Management interest in wind turbine transport

Interestingly, France noted that there have been a number of professionals take the course not to gain the certification, but to broaden their knowledge; for instance, those in management positions. “I am of the belief that you can never not understand the work of the people that you lead. You need to understand what they are doing,” said France.

This feeds into an overarching theme of WITPAC: not necessarily creating a set of rules but a culture of safety and best practice. For this to take hold, all those involved in the movement of wind energy cargoes – from the top to the bottom – need to actively engage in initiatives such as WITPAC and promote a safety-first approach.

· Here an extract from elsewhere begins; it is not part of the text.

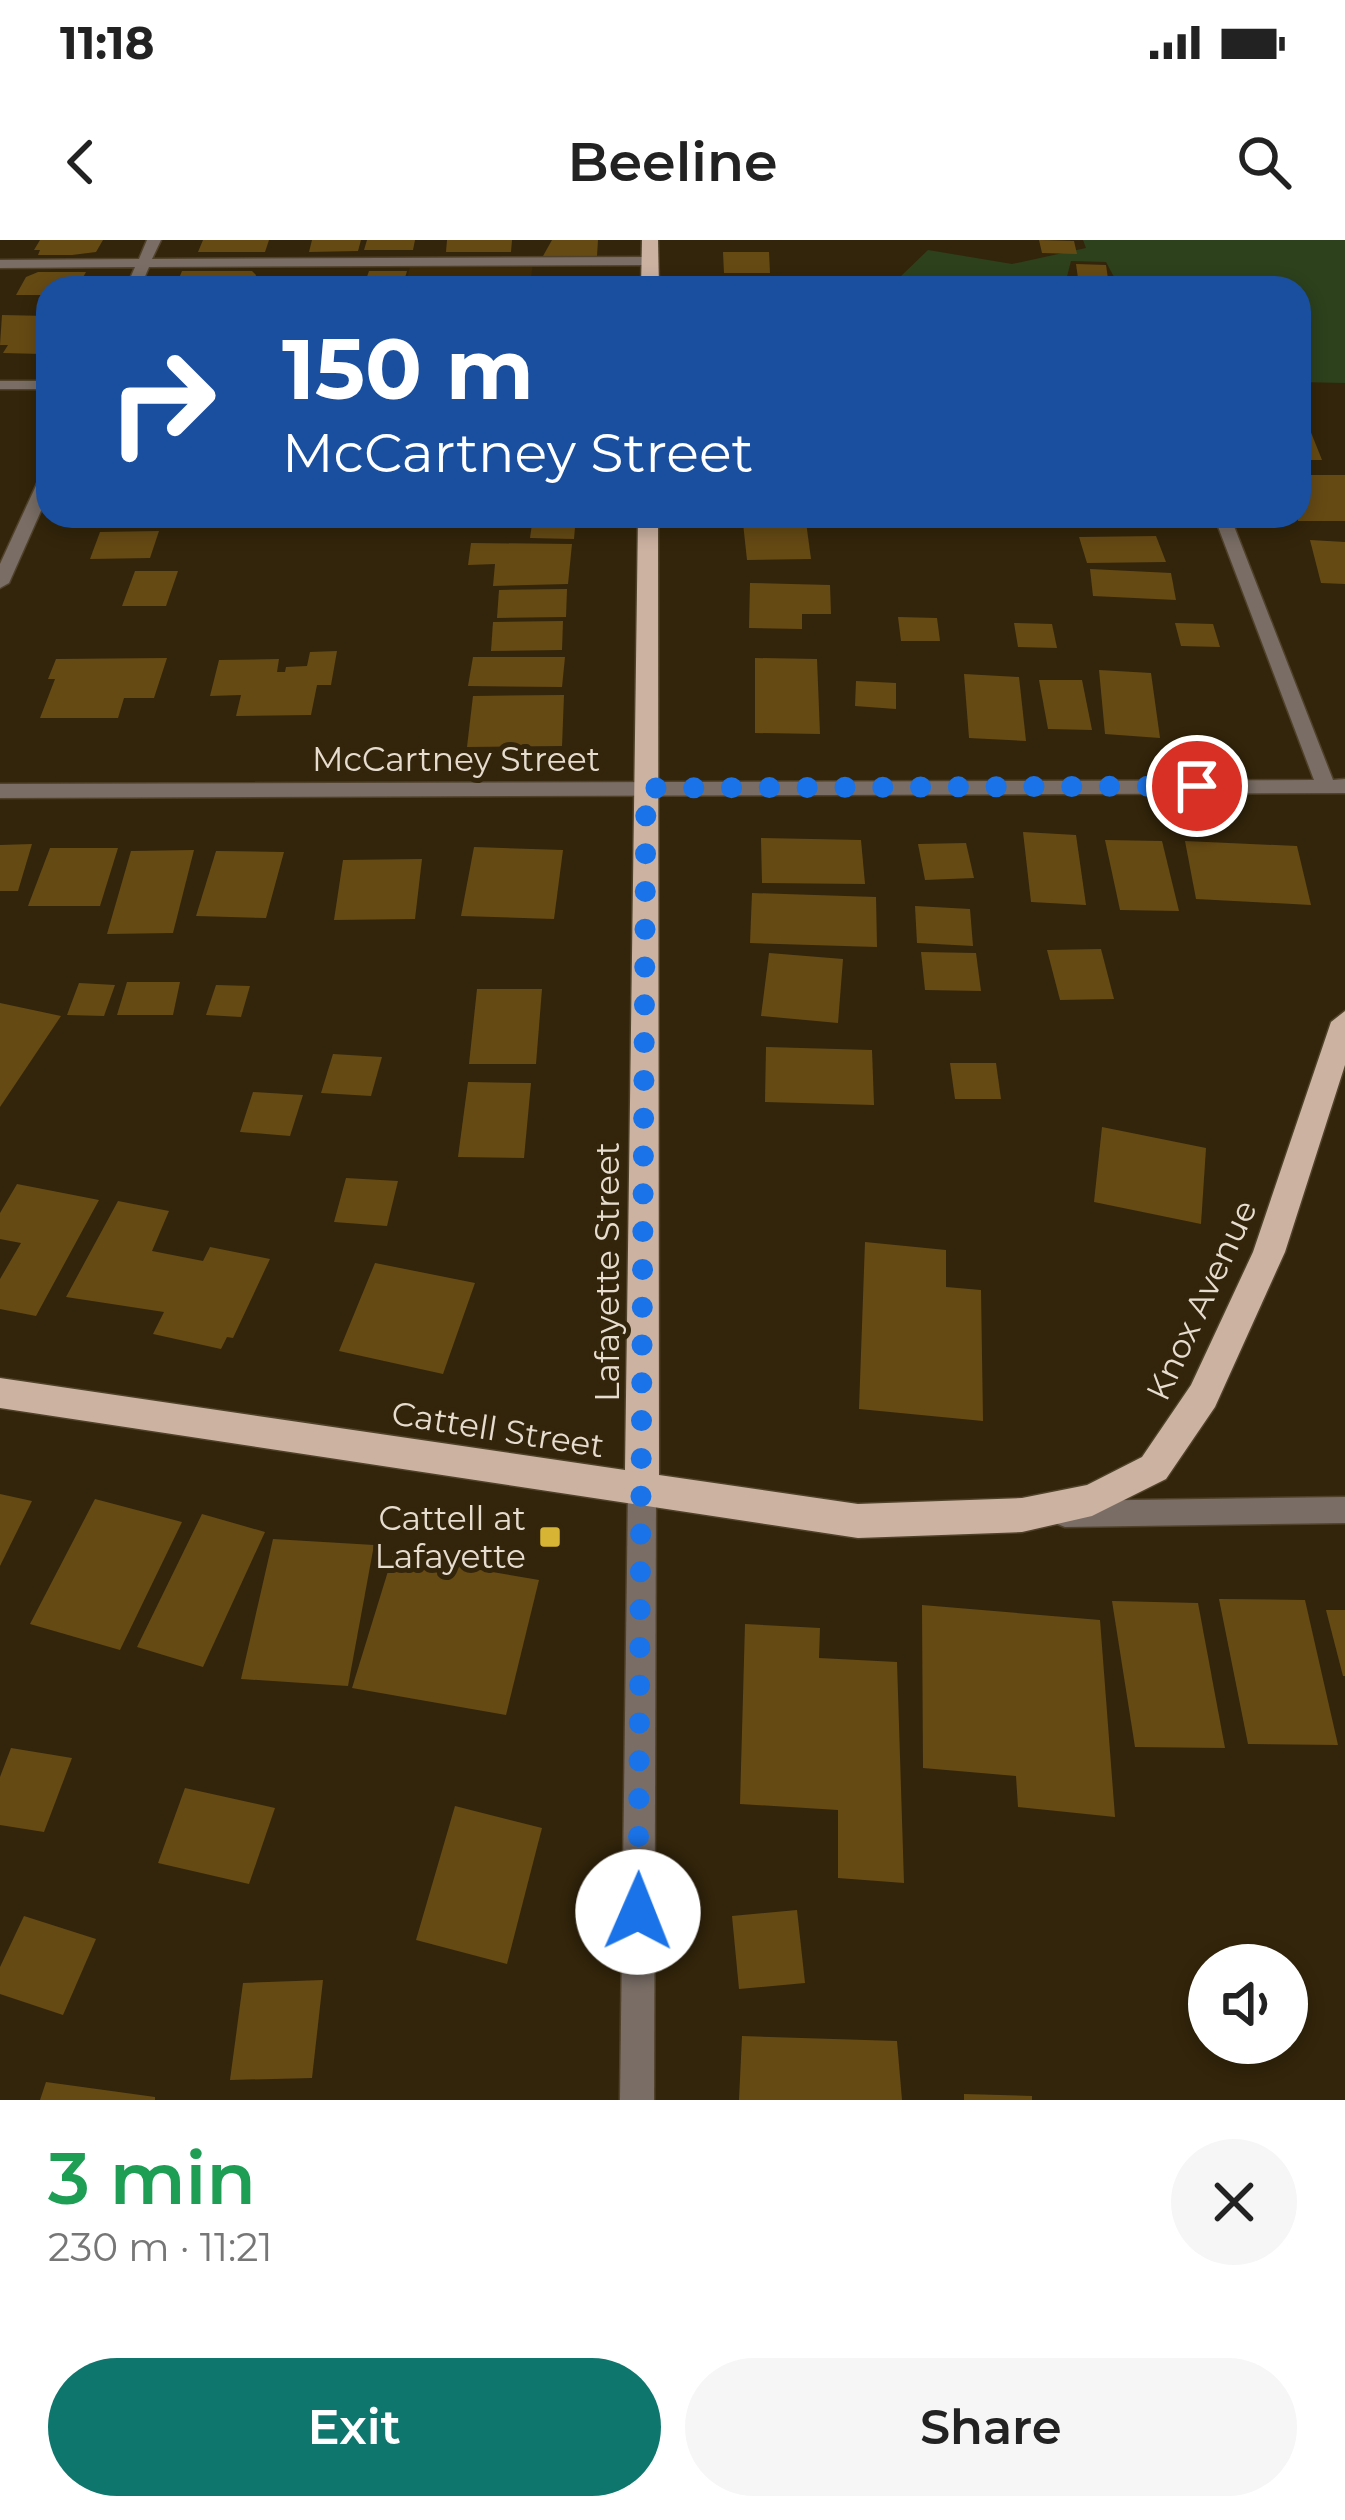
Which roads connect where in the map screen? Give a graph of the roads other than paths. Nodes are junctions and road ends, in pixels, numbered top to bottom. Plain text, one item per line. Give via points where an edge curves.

As France explained: “We have a philosophy at GE – anyone can say stop. The driver may be in charge, but anyone involved can say ‘stop, something is wrong’. There will never be repercussions for stopping for a safety check or issue. If you make a safety call, we will support you. In a perfect world, this approach would be second nature, but you have to start somewhere.”

This article has been taken from HLPFI’s September/October 2022 edition.